In the present case, both parties fully briefed the issue, the district court conducted a hearing, and the district court made a definitive ruling to admit both of Pineda’s prior felony convictions for impeachment purposes should Pineda choose to testify. Here, had Pineda’s counsel waited for the State to introduce the evidence of Pineda’s prior felony convictions, he could have tested the validity of that ruling on appeal from the judgment of conviction under Richmond. As a logical extension of Richmond, we now choose to follow those states that allow appellate consideration of the admissibility of criminal convictions for impeachment purposes where the defendant, as a tactical matter, elects to introduce such evidence after having objected to basic admissibility via a fully litigated motion in limine. This approach permits appellate review of whether the impeachment material was properly admitted in the first instance. We also agree with Justice Souter’s dissent in Ohler that the majority position creates an anomaly in which a silent defendant who never intended to testify in the first place is given the benefit of appellate review of such a ruling.15
Having concluded that Pineda did not waive his right to appeal this issue, we now determine whether the district court erred in conditionally agreeing to admit Pineda’s two prior felony convictions for impeachment purposes. NRS 50.095(1) and our prior case authority permit impeachment by proof of prior felony convictions which are not too
[ 88 P.3d 832 ]
remote in time.16 Going further, we have held that NRS 50.095 imposes no requirement that such impeachment should be limited to only those felonies directly relevant to truthfulness or veracity.17 Thus, the decision whether to admit a prior conviction for impeachment purposes “rests within the sound discretion of the trial court, and will not be reversed absent a clear showing of abuse.”18 We conclude that the district court did not abuse its discretion in agreeing to conditionally admit the prior convictions.

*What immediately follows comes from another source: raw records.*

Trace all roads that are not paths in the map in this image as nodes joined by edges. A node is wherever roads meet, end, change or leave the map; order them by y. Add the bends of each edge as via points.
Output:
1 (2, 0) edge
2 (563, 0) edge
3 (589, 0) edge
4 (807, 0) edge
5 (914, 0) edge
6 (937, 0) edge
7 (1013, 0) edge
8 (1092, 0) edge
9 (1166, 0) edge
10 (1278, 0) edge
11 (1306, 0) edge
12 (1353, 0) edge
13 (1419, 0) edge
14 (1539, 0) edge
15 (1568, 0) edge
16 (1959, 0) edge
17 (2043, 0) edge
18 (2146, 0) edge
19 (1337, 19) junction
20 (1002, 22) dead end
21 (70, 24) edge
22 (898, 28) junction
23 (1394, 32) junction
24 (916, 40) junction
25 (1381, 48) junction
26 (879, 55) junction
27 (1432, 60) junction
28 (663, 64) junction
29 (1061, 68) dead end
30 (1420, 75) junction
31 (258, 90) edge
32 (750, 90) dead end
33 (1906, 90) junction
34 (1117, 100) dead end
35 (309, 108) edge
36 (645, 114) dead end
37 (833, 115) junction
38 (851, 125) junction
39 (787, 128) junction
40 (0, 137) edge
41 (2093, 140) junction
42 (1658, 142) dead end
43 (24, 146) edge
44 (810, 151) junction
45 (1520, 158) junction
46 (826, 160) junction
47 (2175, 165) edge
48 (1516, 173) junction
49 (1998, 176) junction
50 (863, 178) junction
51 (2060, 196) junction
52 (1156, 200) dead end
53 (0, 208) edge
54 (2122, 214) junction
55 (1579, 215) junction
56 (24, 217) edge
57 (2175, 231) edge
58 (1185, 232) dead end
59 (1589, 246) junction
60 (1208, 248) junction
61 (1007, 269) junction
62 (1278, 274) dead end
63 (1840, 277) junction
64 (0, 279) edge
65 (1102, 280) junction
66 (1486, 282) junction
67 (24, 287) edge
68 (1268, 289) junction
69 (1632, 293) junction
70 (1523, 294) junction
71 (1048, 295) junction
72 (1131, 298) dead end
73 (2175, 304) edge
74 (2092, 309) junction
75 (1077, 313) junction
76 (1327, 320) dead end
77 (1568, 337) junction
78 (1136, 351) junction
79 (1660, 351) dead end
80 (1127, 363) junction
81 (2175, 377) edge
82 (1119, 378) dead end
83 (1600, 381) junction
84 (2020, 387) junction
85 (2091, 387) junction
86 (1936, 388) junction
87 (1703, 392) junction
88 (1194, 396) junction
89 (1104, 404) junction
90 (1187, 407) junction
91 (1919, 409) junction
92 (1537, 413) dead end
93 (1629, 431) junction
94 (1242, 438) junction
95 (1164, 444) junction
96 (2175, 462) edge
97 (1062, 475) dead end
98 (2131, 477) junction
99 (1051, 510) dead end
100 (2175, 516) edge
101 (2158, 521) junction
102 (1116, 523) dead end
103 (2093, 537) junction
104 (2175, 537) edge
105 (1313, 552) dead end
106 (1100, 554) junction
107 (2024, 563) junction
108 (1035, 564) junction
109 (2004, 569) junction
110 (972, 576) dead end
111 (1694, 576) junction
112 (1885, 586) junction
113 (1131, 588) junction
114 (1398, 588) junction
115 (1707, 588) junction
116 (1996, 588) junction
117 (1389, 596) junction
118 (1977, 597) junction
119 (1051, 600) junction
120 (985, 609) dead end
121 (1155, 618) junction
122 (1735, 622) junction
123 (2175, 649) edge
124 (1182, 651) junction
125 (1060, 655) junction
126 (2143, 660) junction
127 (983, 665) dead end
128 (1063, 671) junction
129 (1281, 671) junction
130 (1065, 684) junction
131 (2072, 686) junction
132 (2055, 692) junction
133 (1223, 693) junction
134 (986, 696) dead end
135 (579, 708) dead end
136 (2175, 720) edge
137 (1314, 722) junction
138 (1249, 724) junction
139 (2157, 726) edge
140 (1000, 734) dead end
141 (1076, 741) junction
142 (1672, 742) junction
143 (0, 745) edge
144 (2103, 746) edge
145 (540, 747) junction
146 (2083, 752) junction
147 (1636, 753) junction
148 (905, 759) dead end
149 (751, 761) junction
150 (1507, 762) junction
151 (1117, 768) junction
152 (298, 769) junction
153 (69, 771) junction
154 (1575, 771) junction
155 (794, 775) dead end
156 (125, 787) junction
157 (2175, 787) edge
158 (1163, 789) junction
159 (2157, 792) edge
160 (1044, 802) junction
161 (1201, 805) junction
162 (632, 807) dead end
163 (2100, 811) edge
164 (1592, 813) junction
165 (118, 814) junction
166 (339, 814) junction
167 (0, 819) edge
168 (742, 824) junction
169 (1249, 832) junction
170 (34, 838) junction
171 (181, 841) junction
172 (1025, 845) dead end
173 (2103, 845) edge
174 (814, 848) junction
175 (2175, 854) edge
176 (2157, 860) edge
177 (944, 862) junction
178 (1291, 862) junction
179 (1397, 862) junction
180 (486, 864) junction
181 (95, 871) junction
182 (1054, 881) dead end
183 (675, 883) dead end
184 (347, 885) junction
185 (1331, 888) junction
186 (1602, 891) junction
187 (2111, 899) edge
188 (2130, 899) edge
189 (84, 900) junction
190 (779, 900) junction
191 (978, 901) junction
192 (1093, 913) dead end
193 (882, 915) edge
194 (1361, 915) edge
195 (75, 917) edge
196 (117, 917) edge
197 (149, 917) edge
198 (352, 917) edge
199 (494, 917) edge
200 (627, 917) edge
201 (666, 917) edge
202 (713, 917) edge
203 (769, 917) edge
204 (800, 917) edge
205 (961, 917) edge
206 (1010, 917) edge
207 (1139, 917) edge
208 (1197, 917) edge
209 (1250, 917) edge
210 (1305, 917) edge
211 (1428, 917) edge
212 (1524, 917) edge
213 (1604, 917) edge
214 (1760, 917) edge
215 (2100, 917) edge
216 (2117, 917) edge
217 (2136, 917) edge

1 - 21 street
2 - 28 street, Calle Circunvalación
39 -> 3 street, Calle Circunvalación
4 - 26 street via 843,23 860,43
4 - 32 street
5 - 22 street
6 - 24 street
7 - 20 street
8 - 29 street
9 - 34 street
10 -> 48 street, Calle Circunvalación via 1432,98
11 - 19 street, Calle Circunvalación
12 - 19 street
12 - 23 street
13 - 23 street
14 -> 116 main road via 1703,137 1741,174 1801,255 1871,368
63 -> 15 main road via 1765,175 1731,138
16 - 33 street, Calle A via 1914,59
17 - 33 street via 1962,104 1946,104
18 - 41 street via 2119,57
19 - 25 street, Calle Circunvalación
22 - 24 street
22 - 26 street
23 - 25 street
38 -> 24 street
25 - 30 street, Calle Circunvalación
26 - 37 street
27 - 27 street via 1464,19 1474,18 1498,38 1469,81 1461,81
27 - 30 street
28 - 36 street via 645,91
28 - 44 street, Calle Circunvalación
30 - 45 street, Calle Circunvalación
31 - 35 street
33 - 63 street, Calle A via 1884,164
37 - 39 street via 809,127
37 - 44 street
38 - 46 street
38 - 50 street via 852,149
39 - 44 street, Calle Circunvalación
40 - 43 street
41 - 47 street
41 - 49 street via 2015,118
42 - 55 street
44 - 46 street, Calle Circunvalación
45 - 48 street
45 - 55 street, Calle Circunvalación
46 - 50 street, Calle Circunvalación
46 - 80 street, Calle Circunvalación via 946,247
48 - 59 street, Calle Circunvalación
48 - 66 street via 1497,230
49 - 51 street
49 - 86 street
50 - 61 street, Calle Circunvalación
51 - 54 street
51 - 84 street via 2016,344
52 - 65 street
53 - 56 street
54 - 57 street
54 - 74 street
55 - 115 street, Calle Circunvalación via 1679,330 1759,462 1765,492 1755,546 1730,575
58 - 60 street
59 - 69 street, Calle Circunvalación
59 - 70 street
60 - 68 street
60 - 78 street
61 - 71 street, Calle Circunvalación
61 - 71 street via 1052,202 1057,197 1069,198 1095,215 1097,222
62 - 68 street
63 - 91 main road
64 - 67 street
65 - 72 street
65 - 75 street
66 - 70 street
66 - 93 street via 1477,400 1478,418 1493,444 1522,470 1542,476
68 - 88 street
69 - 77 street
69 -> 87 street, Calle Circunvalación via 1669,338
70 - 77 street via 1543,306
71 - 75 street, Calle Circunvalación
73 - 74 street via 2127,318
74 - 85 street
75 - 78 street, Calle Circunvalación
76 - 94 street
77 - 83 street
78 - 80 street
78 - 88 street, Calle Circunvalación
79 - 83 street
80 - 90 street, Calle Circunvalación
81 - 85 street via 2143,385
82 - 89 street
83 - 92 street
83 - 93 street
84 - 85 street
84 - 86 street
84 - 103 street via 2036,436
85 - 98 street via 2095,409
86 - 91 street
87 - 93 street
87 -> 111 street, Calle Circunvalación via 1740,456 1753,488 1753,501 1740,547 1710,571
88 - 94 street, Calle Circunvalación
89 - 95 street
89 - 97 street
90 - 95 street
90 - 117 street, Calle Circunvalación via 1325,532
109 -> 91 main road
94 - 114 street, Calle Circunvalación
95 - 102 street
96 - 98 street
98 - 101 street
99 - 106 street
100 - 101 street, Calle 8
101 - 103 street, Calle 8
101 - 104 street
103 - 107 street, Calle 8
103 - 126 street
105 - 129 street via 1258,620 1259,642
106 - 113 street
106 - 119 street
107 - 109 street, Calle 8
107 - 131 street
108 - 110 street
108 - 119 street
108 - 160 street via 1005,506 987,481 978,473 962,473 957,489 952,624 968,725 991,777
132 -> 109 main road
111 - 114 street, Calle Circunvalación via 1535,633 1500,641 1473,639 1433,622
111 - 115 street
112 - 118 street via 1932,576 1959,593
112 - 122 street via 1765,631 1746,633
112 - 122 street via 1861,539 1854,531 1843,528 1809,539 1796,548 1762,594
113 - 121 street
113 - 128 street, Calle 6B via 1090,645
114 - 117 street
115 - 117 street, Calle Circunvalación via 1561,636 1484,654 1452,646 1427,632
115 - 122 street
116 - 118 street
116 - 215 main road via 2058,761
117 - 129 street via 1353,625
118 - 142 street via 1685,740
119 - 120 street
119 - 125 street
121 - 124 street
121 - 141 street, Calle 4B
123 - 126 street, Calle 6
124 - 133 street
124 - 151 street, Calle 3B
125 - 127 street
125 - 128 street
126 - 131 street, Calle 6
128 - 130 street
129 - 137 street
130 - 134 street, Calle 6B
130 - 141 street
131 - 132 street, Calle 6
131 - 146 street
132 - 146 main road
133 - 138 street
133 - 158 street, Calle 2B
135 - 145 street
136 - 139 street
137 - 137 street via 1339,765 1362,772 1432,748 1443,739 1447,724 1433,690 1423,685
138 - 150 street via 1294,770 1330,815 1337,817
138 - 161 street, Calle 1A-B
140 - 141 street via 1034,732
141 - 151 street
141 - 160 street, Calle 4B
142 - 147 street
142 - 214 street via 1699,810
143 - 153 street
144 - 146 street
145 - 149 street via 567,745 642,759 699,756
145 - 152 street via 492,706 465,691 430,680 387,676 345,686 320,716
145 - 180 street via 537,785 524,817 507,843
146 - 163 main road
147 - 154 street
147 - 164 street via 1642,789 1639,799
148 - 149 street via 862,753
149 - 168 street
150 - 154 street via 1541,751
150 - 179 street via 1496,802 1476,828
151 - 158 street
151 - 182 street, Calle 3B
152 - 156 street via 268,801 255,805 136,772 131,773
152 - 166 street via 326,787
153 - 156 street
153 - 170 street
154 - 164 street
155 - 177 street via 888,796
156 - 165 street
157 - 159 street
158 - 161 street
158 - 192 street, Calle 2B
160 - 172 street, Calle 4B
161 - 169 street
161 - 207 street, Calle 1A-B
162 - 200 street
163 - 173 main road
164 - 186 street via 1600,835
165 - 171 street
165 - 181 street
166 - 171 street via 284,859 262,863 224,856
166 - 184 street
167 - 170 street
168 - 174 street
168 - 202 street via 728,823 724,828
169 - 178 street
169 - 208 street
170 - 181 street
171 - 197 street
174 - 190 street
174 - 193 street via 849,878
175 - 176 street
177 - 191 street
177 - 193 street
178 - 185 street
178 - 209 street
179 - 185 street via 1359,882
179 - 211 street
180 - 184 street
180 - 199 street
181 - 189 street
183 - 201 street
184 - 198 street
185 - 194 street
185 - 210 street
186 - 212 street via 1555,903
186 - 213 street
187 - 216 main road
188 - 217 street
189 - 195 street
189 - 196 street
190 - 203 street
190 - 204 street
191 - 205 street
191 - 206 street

By testifying that he took the life of Jimenez in self-defense, Pineda placed his credibility squarely in issue. This is underscored by his admitted lies to the police at the time of his arrest and his attempts to mislead Woefle during their flight from Reno regarding whose knife was used in the altercation with Jimenez.19 We have held, however, that prior to the admission of felony convictions for impeachment, a district court must determine whether the probative value of the proposed evidence substantially outweighs its potential for unfair prejudice.20 Pineda contends that the district court did not properly undertake this balancing exercise.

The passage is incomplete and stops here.